PORTLAND, Maine — In November, Portland residents are being asked to approve sweeping changes to the city’s charter including controversial items that would result in a strengthened mayor, a financially independent school board and a citizen-led police oversight board.
But, amid the ongoing fury, one charter change question among the eight-question list has been largely overshadowed. It would make Portland the only municipality that officially recognizes in its charter that it sits on unceded land, stolen from Indigenous peoples by European colonizers.
The question, which would alter the governing document’s preamble, was written by charter commissioner Pat Washburn.
It reads, in part, “Portland is located in the unceded territory of the Aucocisco Band of the Wabanaki … European colonizers displaced Wabanaki people by force and went on to displace and harm indigenous peoples throughout what is now Maine and the United States.”
It goes on to say, “We acknowledge that displacement and that harm with sorrow, even as we celebrate and honor the Wabanaki knowledge and culture that continue to thrive in the Tribal Nations that have and always will call this place, the Dawnland, their home.”
Though only symbolic, with no repertory actions attached, Portland lawyer and Passamaquoddy tribal member Michael-Corey Hinton thinks the change is a good start.
“There’s no doubt that this is the very least that can be done,” Hinton said. “It’s important for people to understand why they don’t see Native Americans in southern Maine anymore.”
Many local and statewide organizations now begin meetings with land-acknowledgement statements, and a handful of other towns and cities have passed similar — though less forceful — resolutions. But none have baked such sweeping language into their charters.
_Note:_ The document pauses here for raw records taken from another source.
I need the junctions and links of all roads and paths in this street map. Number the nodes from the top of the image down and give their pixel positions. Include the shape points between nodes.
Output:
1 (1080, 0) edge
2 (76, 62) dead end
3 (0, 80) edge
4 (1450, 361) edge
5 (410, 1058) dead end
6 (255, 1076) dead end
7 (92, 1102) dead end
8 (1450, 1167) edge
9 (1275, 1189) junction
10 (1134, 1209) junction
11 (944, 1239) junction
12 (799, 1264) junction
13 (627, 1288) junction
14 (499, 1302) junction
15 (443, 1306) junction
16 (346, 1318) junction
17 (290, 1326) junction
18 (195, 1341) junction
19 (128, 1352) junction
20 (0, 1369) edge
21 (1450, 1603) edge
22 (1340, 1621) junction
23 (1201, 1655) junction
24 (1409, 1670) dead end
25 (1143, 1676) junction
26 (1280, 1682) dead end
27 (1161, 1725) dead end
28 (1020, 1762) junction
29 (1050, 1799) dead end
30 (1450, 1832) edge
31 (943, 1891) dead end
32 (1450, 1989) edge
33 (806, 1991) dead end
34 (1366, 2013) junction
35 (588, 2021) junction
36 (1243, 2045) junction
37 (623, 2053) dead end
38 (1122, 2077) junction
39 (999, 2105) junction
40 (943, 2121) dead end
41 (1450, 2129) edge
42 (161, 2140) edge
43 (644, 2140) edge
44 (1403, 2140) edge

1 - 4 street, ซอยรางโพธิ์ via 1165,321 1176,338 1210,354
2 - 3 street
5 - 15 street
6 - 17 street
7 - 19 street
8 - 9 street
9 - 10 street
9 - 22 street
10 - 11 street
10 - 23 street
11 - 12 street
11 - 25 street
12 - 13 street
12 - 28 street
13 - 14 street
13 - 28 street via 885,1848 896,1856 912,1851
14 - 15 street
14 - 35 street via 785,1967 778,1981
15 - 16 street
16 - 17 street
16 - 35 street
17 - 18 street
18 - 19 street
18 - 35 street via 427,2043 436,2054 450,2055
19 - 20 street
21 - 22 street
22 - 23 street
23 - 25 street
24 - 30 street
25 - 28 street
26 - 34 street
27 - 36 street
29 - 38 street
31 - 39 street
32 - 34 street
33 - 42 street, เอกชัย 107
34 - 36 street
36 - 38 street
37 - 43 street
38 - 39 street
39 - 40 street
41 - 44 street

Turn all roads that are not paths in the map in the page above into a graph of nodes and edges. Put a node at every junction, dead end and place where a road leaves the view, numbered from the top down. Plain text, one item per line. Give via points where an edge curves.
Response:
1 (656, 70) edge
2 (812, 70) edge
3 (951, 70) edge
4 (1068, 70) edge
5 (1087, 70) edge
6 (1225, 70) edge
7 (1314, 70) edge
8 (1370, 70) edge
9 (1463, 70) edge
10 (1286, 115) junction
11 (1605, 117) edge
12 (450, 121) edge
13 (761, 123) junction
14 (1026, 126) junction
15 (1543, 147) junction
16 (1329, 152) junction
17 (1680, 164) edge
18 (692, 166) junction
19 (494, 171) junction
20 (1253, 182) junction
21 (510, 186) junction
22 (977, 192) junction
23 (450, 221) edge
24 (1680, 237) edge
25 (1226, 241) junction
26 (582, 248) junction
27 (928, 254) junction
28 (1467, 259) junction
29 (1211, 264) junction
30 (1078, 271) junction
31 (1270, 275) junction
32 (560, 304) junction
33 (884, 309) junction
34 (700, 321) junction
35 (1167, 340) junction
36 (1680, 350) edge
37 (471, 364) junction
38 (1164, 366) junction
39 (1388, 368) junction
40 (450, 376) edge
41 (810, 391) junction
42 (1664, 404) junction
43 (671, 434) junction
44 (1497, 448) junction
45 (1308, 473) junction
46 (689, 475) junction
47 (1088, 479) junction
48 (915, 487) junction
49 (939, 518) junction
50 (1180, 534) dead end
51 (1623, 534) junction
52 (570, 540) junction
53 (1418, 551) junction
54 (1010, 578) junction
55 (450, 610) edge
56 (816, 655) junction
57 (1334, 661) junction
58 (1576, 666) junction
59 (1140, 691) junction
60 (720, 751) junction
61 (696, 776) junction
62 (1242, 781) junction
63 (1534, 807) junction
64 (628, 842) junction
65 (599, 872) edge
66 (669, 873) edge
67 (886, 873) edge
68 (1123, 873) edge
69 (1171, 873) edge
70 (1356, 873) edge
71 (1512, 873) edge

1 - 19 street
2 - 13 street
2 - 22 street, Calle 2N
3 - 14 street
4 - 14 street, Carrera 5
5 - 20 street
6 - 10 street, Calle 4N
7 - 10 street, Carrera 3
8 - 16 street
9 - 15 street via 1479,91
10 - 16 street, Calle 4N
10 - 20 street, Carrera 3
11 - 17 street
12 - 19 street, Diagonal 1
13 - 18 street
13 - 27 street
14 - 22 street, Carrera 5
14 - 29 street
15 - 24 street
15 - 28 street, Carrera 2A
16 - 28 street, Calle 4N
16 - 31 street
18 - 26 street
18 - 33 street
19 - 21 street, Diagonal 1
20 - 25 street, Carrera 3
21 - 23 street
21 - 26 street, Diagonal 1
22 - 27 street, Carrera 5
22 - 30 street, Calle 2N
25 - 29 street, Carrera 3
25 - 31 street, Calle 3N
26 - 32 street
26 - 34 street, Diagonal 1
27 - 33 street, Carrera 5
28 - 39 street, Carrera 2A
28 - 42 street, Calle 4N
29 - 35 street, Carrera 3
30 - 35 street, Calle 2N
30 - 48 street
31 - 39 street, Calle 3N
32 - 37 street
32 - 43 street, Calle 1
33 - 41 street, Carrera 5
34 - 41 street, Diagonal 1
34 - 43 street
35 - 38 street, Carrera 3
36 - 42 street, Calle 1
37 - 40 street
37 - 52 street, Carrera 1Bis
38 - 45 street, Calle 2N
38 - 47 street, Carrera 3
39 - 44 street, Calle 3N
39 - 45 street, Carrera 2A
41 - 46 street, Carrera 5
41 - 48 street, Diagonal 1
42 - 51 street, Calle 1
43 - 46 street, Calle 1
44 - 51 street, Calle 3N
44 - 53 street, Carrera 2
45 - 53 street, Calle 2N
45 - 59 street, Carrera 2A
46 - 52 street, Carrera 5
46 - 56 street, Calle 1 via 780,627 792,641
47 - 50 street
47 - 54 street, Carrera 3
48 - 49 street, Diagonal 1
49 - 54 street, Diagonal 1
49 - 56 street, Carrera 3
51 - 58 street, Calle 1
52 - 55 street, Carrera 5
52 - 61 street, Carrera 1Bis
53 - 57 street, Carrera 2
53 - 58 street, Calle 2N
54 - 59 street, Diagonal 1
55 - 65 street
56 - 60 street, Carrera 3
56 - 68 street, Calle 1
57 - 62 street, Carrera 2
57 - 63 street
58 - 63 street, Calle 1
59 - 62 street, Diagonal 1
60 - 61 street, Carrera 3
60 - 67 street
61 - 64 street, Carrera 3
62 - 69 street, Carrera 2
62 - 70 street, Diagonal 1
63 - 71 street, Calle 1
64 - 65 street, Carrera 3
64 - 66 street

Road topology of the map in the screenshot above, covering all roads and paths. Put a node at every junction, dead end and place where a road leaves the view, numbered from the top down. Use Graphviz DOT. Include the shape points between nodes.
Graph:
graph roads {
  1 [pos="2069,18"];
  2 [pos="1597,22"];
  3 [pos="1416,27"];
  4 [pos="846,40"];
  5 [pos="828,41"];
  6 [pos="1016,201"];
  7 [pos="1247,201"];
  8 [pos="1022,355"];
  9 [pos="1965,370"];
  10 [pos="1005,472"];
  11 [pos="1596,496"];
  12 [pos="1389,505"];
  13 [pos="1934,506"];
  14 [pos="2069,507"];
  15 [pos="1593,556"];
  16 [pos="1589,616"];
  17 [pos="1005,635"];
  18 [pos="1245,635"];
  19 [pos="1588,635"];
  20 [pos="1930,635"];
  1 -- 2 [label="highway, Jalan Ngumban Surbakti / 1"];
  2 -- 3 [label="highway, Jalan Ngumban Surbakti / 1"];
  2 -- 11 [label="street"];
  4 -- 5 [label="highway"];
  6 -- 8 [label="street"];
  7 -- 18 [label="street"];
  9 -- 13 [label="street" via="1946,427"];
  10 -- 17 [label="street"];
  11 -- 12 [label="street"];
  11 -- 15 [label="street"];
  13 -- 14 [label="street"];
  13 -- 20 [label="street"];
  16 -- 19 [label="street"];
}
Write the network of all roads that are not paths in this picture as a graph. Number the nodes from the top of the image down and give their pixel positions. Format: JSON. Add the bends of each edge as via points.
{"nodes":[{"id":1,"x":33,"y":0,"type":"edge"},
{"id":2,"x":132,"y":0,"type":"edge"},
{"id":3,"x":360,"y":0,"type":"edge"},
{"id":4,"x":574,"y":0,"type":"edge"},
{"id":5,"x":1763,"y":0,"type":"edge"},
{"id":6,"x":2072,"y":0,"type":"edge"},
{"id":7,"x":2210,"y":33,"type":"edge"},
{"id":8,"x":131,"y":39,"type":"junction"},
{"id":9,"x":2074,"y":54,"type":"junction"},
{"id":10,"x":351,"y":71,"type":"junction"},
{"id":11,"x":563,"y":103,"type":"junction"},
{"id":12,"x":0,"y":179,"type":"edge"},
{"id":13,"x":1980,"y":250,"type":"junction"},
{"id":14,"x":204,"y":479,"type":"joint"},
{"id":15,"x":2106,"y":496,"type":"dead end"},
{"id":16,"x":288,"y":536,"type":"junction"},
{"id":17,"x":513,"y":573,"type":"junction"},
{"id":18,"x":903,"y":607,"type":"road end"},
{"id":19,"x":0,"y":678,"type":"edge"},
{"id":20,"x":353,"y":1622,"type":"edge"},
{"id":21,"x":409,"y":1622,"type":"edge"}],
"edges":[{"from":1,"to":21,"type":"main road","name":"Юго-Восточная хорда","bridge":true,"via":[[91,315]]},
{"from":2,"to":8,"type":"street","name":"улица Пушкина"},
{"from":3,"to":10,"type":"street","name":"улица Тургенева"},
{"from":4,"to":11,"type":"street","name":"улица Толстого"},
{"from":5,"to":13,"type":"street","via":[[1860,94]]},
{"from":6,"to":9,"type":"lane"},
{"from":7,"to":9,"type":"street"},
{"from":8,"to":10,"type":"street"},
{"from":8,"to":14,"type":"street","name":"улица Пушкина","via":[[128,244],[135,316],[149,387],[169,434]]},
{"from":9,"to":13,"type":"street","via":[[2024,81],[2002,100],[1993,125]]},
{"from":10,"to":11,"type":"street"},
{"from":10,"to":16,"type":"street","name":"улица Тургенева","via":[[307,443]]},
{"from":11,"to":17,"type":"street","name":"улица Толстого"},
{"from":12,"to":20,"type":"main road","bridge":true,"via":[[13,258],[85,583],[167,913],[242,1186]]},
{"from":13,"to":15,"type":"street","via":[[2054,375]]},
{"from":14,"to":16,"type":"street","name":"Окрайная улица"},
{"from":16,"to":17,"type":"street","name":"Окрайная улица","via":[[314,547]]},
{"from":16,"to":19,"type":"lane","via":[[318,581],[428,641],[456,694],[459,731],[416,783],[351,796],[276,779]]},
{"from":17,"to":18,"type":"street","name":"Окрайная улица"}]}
Washburn said she claims no Native American ancestry and traces her lineage back to the Mayflower.
“I’m so lillywhite, I glow in the dark,” she said.
Washburn said she wrote the proposed change, in part, to acknowledge her own current privilege is based on the actions of her ancestors, and people like them.
“It’s on us to now support Indigenous people,” she said.
Clearing Native Americans from land around modern-day Portland, making way for white municipal and commercial expansion, was official policy in colonial times.
In 1755, Spencer Phips was the lieutenant governor of the Province of Massachusetts Bay, which included Maine. That year, Phips declared all local Native Americans to be enemies, rebels and traitors to King George II.
He then called on white residents to, “Embrace all opportunities of pursuing, captivating, killing, and destroying all and every of the aforesaid Indians.”
Phips’ proclamation promised bounty hunters 50 pounds for capturing males 12 years and older. It also granted 40 pounds each for the scalps of dead males 12 and over, 25 pounds for those of women and 20 pounds for the scalps cut from the heads of children under the age of 12.
“Men, women and children were murdered,” Hinton said. “It was genocide.”
The Rev. Thomas Smith served Portland’s First Parish from 1727 to his death in 1795.
In 1757, Smith and other prominent members of his church funded and equipped a posse of 16 men sent to kill Native Americans east of the city, between the Kennebec and Penobscot rivers.
Not long after, Smith noted receipt of 198 pounds in his journal for, “my part of the scalp money.” The money equaled a quarter of his yearly salary.
Famed Portland poet Henry Wadsworth Longfellow’s great-grandfather was one of Smith’s business partners, as well as Samuel Waldo Jr.
Waldo stood to inherit his father’s vast real estate holdings, which now make up a large swath of Maine’s midcoast, including Waldo and Knox counties. Pushing Native Americans off those lands made it easier, and more profitable, for Waldo to populate the land with white settlers.
Washburn’s preamble proposal first passed Portland’s Charter Commission with a unanimous vote before being placed on the ballot.
Washburn said she’s not aware of any organized opposition to the changes.
“I haven’t heard of anyone unwise enough to oppose this officially,” she said.
However, the Enough is Enough campaign opposes all eight charter ballot questions, including the land acknowledgement. Its website does not present a specific argument against the proposed preamble, however.
The organization is supported by several former and current Portland politicians, including Rep. Michael Brennan, former U.S. Rep. Tom Allen of the 1st District and 24-year City Councilor Nick Mavodones.
Hinton, who works, lives and sends his children to school in Portland, hopes passage of the language change will bring greater awareness of Portland’s bloody history.
“This question hasn’t attracted a lot of attention, but it’s still important,” he said.